*Data shown*
# # # # #
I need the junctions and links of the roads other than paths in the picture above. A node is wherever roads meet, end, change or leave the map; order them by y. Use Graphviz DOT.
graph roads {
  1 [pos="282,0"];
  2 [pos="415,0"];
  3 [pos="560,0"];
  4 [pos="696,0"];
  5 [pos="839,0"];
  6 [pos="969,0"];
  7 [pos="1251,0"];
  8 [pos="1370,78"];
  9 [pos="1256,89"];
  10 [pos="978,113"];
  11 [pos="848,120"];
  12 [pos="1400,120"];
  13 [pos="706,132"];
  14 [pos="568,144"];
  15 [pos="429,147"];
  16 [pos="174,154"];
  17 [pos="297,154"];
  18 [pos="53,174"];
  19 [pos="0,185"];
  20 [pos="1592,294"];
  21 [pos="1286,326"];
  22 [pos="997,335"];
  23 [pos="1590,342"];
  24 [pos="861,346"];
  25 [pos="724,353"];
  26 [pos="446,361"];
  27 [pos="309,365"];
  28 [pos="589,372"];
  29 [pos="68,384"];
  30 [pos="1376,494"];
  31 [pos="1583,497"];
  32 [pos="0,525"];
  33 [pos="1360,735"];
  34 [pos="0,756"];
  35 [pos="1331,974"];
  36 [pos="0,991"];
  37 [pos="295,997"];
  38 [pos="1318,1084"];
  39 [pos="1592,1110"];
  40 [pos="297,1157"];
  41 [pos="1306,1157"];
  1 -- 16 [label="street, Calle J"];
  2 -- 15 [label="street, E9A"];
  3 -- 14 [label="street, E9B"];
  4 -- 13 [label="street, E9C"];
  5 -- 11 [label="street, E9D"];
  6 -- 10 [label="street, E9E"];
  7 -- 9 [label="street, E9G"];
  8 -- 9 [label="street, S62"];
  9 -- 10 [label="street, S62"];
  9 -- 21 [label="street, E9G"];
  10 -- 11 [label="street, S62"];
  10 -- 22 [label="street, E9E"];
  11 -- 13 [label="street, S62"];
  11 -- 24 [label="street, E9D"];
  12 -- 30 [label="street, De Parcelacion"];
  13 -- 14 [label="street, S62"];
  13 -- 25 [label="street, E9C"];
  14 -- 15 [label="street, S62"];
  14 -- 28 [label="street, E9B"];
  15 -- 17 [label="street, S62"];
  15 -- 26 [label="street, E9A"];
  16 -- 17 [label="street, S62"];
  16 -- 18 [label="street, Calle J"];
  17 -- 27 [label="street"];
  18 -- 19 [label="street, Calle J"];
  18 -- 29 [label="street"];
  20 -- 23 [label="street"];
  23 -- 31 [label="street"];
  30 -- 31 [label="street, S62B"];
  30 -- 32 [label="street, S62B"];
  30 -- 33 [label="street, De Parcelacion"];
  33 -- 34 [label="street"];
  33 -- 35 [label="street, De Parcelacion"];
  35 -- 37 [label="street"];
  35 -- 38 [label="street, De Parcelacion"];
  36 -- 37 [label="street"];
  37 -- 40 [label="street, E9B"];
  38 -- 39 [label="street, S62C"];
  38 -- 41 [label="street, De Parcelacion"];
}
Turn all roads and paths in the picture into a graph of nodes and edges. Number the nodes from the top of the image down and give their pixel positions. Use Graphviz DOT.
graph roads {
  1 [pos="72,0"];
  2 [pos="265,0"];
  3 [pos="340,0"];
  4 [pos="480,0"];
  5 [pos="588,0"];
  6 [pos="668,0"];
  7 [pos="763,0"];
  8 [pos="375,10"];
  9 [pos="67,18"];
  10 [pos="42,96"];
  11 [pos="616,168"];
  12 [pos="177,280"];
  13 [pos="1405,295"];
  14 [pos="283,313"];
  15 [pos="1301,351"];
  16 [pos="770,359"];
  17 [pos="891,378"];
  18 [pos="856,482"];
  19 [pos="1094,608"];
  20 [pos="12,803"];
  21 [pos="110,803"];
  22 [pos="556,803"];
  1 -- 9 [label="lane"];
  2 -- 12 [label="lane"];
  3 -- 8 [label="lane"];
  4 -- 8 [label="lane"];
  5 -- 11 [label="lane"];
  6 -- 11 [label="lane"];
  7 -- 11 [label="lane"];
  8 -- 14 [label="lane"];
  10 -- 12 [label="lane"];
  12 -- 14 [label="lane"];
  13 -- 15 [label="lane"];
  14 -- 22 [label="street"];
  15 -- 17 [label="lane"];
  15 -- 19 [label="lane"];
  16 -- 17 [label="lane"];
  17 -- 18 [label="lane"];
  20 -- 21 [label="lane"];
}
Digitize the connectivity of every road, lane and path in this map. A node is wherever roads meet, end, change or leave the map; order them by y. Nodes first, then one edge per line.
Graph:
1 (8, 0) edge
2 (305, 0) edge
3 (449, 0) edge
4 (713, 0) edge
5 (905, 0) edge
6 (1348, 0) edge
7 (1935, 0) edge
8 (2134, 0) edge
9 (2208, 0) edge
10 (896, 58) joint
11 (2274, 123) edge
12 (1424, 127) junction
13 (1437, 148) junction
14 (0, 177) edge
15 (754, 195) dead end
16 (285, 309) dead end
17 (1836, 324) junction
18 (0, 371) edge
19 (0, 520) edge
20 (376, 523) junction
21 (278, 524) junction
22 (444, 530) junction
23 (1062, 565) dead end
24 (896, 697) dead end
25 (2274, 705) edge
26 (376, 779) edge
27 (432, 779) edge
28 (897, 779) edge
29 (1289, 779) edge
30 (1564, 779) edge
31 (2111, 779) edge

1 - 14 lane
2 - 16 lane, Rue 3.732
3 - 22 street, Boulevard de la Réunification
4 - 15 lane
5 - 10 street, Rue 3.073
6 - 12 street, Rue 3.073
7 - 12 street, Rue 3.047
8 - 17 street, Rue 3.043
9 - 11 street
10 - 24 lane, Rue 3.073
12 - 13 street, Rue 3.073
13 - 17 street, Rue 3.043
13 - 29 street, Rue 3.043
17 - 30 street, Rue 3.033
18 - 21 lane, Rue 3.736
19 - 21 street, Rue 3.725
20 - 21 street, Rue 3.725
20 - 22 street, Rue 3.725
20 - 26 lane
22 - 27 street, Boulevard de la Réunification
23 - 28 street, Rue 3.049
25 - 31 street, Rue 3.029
# # # # #
A full, exact repeat of the entries above is required.

*Expected answer*
I need the junctions and links of the roads other than paths in the picture above. A node is wherever roads meet, end, change or leave the map; order them by y. Use Graphviz DOT.
graph roads {
  1 [pos="282,0"];
  2 [pos="415,0"];
  3 [pos="560,0"];
  4 [pos="696,0"];
  5 [pos="839,0"];
  6 [pos="969,0"];
  7 [pos="1251,0"];
  8 [pos="1370,78"];
  9 [pos="1256,89"];
  10 [pos="978,113"];
  11 [pos="848,120"];
  12 [pos="1400,120"];
  13 [pos="706,132"];
  14 [pos="568,144"];
  15 [pos="429,147"];
  16 [pos="174,154"];
  17 [pos="297,154"];
  18 [pos="53,174"];
  19 [pos="0,185"];
  20 [pos="1592,294"];
  21 [pos="1286,326"];
  22 [pos="997,335"];
  23 [pos="1590,342"];
  24 [pos="861,346"];
  25 [pos="724,353"];
  26 [pos="446,361"];
  27 [pos="309,365"];
  28 [pos="589,372"];
  29 [pos="68,384"];
  30 [pos="1376,494"];
  31 [pos="1583,497"];
  32 [pos="0,525"];
  33 [pos="1360,735"];
  34 [pos="0,756"];
  35 [pos="1331,974"];
  36 [pos="0,991"];
  37 [pos="295,997"];
  38 [pos="1318,1084"];
  39 [pos="1592,1110"];
  40 [pos="297,1157"];
  41 [pos="1306,1157"];
  1 -- 16 [label="street, Calle J"];
  2 -- 15 [label="street, E9A"];
  3 -- 14 [label="street, E9B"];
  4 -- 13 [label="street, E9C"];
  5 -- 11 [label="street, E9D"];
  6 -- 10 [label="street, E9E"];
  7 -- 9 [label="street, E9G"];
  8 -- 9 [label="street, S62"];
  9 -- 10 [label="street, S62"];
  9 -- 21 [label="street, E9G"];
  10 -- 11 [label="street, S62"];
  10 -- 22 [label="street, E9E"];
  11 -- 13 [label="street, S62"];
  11 -- 24 [label="street, E9D"];
  12 -- 30 [label="street, De Parcelacion"];
  13 -- 14 [label="street, S62"];
  13 -- 25 [label="street, E9C"];
  14 -- 15 [label="street, S62"];
  14 -- 28 [label="street, E9B"];
  15 -- 17 [label="street, S62"];
  15 -- 26 [label="street, E9A"];
  16 -- 17 [label="street, S62"];
  16 -- 18 [label="street, Calle J"];
  17 -- 27 [label="street"];
  18 -- 19 [label="street, Calle J"];
  18 -- 29 [label="street"];
  20 -- 23 [label="street"];
  23 -- 31 [label="street"];
  30 -- 31 [label="street, S62B"];
  30 -- 32 [label="street, S62B"];
  30 -- 33 [label="street, De Parcelacion"];
  33 -- 34 [label="street"];
  33 -- 35 [label="street, De Parcelacion"];
  35 -- 37 [label="street"];
  35 -- 38 [label="street, De Parcelacion"];
  36 -- 37 [label="street"];
  37 -- 40 [label="street, E9B"];
  38 -- 39 [label="street, S62C"];
  38 -- 41 [label="street, De Parcelacion"];
}
Turn all roads and paths in the picture into a graph of nodes and edges. Number the nodes from the top of the image down and give their pixel positions. Use Graphviz DOT.
graph roads {
  1 [pos="72,0"];
  2 [pos="265,0"];
  3 [pos="340,0"];
  4 [pos="480,0"];
  5 [pos="588,0"];
  6 [pos="668,0"];
  7 [pos="763,0"];
  8 [pos="375,10"];
  9 [pos="67,18"];
  10 [pos="42,96"];
  11 [pos="616,168"];
  12 [pos="177,280"];
  13 [pos="1405,295"];
  14 [pos="283,313"];
  15 [pos="1301,351"];
  16 [pos="770,359"];
  17 [pos="891,378"];
  18 [pos="856,482"];
  19 [pos="1094,608"];
  20 [pos="12,803"];
  21 [pos="110,803"];
  22 [pos="556,803"];
  1 -- 9 [label="lane"];
  2 -- 12 [label="lane"];
  3 -- 8 [label="lane"];
  4 -- 8 [label="lane"];
  5 -- 11 [label="lane"];
  6 -- 11 [label="lane"];
  7 -- 11 [label="lane"];
  8 -- 14 [label="lane"];
  10 -- 12 [label="lane"];
  12 -- 14 [label="lane"];
  13 -- 15 [label="lane"];
  14 -- 22 [label="street"];
  15 -- 17 [label="lane"];
  15 -- 19 [label="lane"];
  16 -- 17 [label="lane"];
  17 -- 18 [label="lane"];
  20 -- 21 [label="lane"];
}
Digitize the connectivity of every road, lane and path in this map. A node is wherever roads meet, end, change or leave the map; order them by y. Nodes first, then one edge per line.
Graph:
1 (8, 0) edge
2 (305, 0) edge
3 (449, 0) edge
4 (713, 0) edge
5 (905, 0) edge
6 (1348, 0) edge
7 (1935, 0) edge
8 (2134, 0) edge
9 (2208, 0) edge
10 (896, 58) joint
11 (2274, 123) edge
12 (1424, 127) junction
13 (1437, 148) junction
14 (0, 177) edge
15 (754, 195) dead end
16 (285, 309) dead end
17 (1836, 324) junction
18 (0, 371) edge
19 (0, 520) edge
20 (376, 523) junction
21 (278, 524) junction
22 (444, 530) junction
23 (1062, 565) dead end
24 (896, 697) dead end
25 (2274, 705) edge
26 (376, 779) edge
27 (432, 779) edge
28 (897, 779) edge
29 (1289, 779) edge
30 (1564, 779) edge
31 (2111, 779) edge

1 - 14 lane
2 - 16 lane, Rue 3.732
3 - 22 street, Boulevard de la Réunification
4 - 15 lane
5 - 10 street, Rue 3.073
6 - 12 street, Rue 3.073
7 - 12 street, Rue 3.047
8 - 17 street, Rue 3.043
9 - 11 street
10 - 24 lane, Rue 3.073
12 - 13 street, Rue 3.073
13 - 17 street, Rue 3.043
13 - 29 street, Rue 3.043
17 - 30 street, Rue 3.033
18 - 21 lane, Rue 3.736
19 - 21 street, Rue 3.725
20 - 21 street, Rue 3.725
20 - 22 street, Rue 3.725
20 - 26 lane
22 - 27 street, Boulevard de la Réunification
23 - 28 street, Rue 3.049
25 - 31 street, Rue 3.029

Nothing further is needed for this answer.